*Task:* Which lines of the entries below include "Crest"? List them all.
[Records for this exercise]
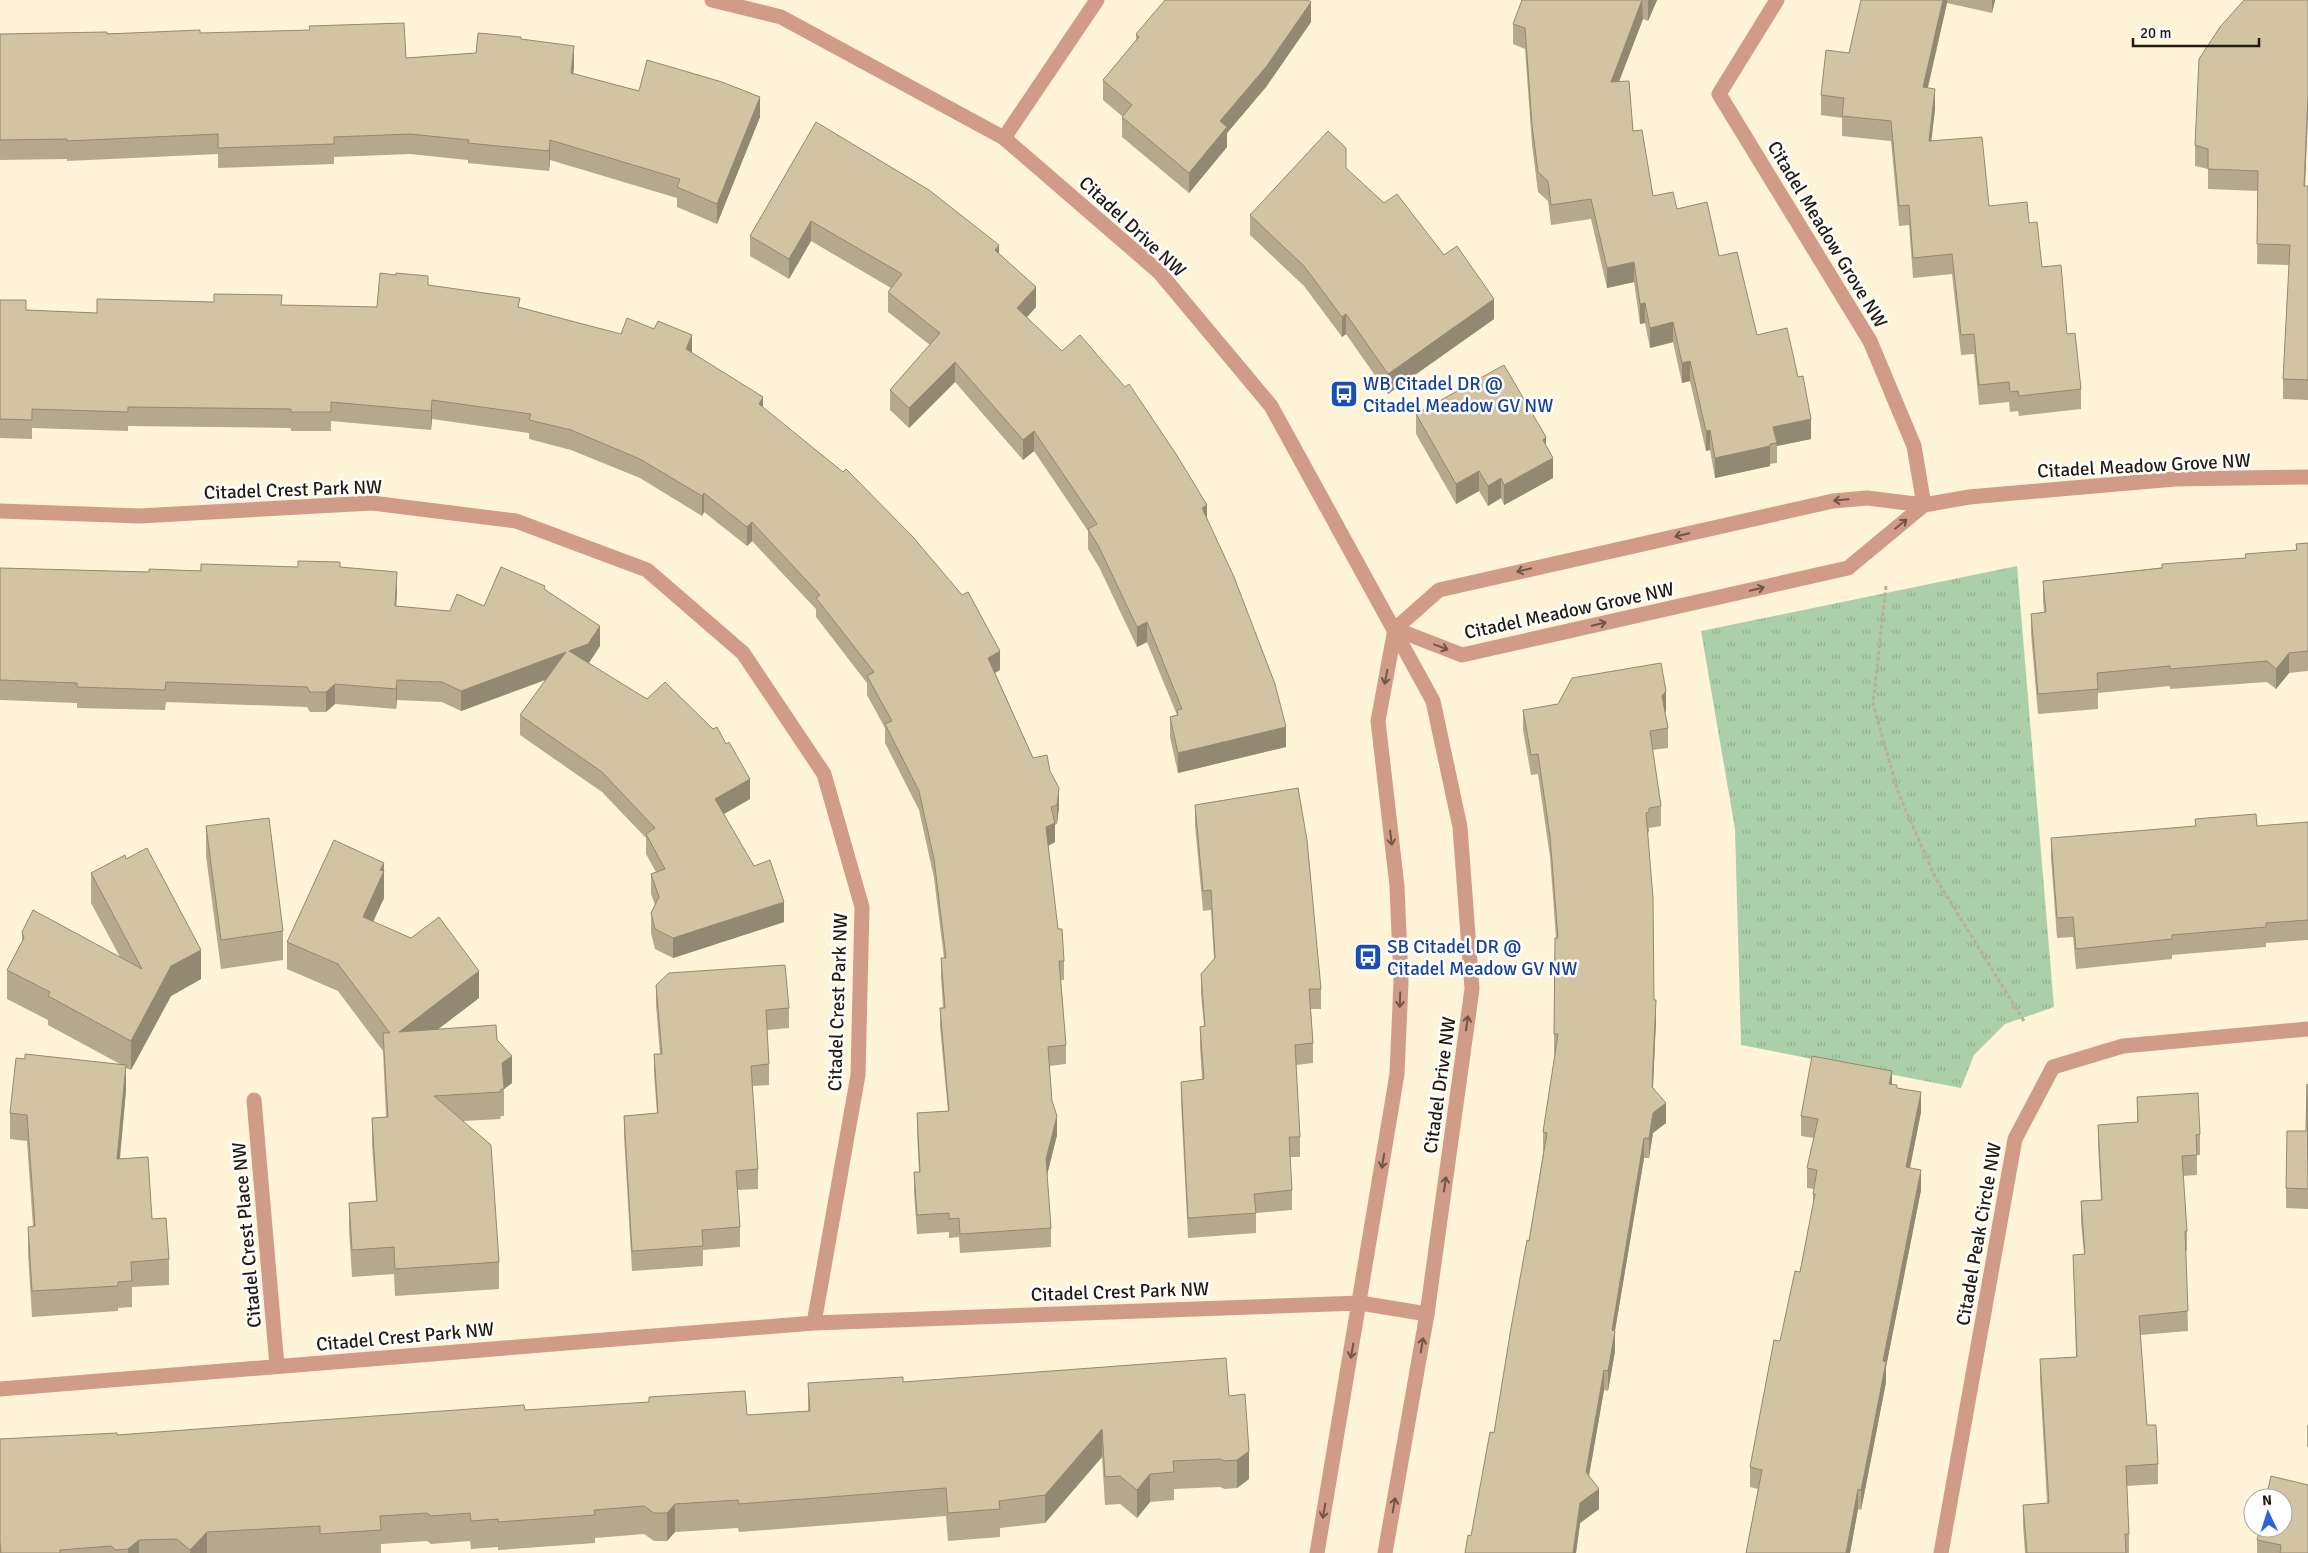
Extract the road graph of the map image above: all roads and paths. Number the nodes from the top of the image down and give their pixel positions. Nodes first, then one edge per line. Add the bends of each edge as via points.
1 (712, 0) edge
2 (1097, 0) edge
3 (1777, 0) edge
4 (1004, 138) junction
5 (2308, 477) edge
6 (1924, 505) junction
7 (0, 511) edge
8 (1886, 586) dead end
9 (1396, 629) junction
10 (2024, 1021) dead end
11 (2308, 1029) edge
12 (254, 1100) dead end
13 (1360, 1303) junction
14 (1427, 1314) junction
15 (814, 1323) junction
16 (277, 1366) junction
17 (0, 1389) edge
18 (1317, 1553) edge
19 (1385, 1553) edge
20 (1941, 1553) edge

1 - 4 street, Citadel Drive NW via 781,17
2 - 4 street
3 - 6 street, Citadel Meadow Grove NW via 1719,94 1870,341 1914,446
4 - 9 street, Citadel Drive NW via 1159,272 1271,406
5 - 6 street, Citadel Meadow Grove NW via 2175,479 1968,497
6 -> 9 street, Citadel Meadow Grove NW via 1866,498 1833,501 1439,590
9 -> 6 street, Citadel Meadow Grove NW via 1462,655 1848,568
7 - 15 street, Citadel Crest Park NW via 140,516 372,503 516,521 647,570 743,653 824,774 862,907 858,1076
8 - 10 path via 1872,704 1898,792 1935,877
9 -> 13 street via 1378,721 1397,886 1401,982 1397,1074
14 -> 9 street, Citadel Drive NW via 1472,990 1458,817 1433,702
11 - 20 street, Citadel Peak Circle NW via 2123,1046 2053,1067 2015,1139
12 - 16 street, Citadel Crest Place NW
13 - 14 street, Citadel Crest Park NW
13 - 15 street, Citadel Crest Park NW
13 -> 18 street
19 -> 14 street, Citadel Drive NW
15 - 16 street, Citadel Crest Park NW
16 - 17 street, Citadel Crest Park NW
[/Records for this exercise]
*Exercise answer:*
7 - 15 street, Citadel Crest Park NW via 140,516 372,503 516,521 647,570 743,653 824,774 862,907 858,1076
12 - 16 street, Citadel Crest Place NW
13 - 14 street, Citadel Crest Park NW
13 - 15 street, Citadel Crest Park NW
15 - 16 street, Citadel Crest Park NW
16 - 17 street, Citadel Crest Park NW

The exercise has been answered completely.